- Directed by: Sidney Salkow
- Screenplay by: Frank Gruber
- Based on: Bulldog Drummond at Bay 1935 novel by H.C. McNeile
- Produced by: Louis B. Appleton Jr. Bernard Small
- Starring: Anita Louise Patrick O'Moore Terry Kilburn Holmes Herbert Ron Randell
- Cinematography: Philip Tannura
- Edited by: Aaron Stell
- Production company: Venture Pictures
- Distributed by: Columbia Pictures
- Release date: 15 May 1947;
- Running time: 70 minutes
- Country: United States
- Language: English

= Bulldog Drummond at Bay (1947 film) =

1947 film by Sidney Salkow

Bulldog Drummond at Bay is a 1947 American adventure crime mystery film directed by Sidney Salkow and starring Ron Randell for the first time as the British sleuth and adventurer Bulldog Drummond.

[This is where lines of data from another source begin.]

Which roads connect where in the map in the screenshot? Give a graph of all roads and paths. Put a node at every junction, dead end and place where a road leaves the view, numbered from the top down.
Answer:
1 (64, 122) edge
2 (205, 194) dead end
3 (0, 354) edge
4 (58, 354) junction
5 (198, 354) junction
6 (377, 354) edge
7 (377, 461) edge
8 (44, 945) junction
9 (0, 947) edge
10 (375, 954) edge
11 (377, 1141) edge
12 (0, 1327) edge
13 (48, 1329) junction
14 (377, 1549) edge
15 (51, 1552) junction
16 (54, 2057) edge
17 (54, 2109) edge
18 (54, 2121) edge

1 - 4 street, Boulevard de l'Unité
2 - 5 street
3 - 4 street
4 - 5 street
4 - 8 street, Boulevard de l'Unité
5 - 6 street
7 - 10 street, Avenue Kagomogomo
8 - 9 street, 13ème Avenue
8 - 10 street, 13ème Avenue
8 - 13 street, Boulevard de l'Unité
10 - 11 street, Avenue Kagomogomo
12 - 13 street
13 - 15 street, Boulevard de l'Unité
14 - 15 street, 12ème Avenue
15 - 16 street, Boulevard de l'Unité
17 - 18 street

The cast also includes Anita Louise, Patrick O'Moore and Terry Kilburn.

The film is loosely based on the novel Bulldog Drummond at Bay by H. C. McNeile.

==Plot==
When thieves rob his country estate, Bulldog Drummond uncovers a deadly jewel caper involving foreign agents trying to steal plans for a top-secret British aircraft.

==Cast==
- Ron Randell as Bulldog Drummond
- Anita Louise as Doris Hamilton
- Patrick O'Moore as Algy Longworth
- Terry Kilburn as Seymour
- Holmes Herbert as Inspector McIvar
- Lester Matthews as Shannon
- Leonard Mudie as Meredith

==Production==
The Bulldog Drummond series had been popular B movies before the war. In June 1946 it was announced Venture Pictures, a Columbia producing unit headed by Lou Appleton and Bernard Small, had done a deal with the estate of H.C. McNeile to make two Bulldog Drummond pictures, with an option to provide six more (the last one had been Bulldog Drummond's Secret Police (1939)). John Howard had played Drummond in the 1930s but it was decided to use a new actor in the part.

In November 1946, it was announced that Drummond would be played by Ron Randell, an Australian actor who was signed to a long-term contract with Columbia off the back of his performance in Smithy. Sidney Salkow would direct with filming to start in December. According to Appleton, "We wanted a new film face and someone with a British way of speaking."

Former child star Terry Kilburn was given an adult role.

==Critical reception==
The Monthly Film Bulletin called Randell "an attractive personality... a worthy successor as Drummond."

Leonard Maltin called the film an "innocuous British 'quota quickie'".

Filmink wrote "This was an okay film, a little creaky – Randell wasn’t quite comfortable in the lead."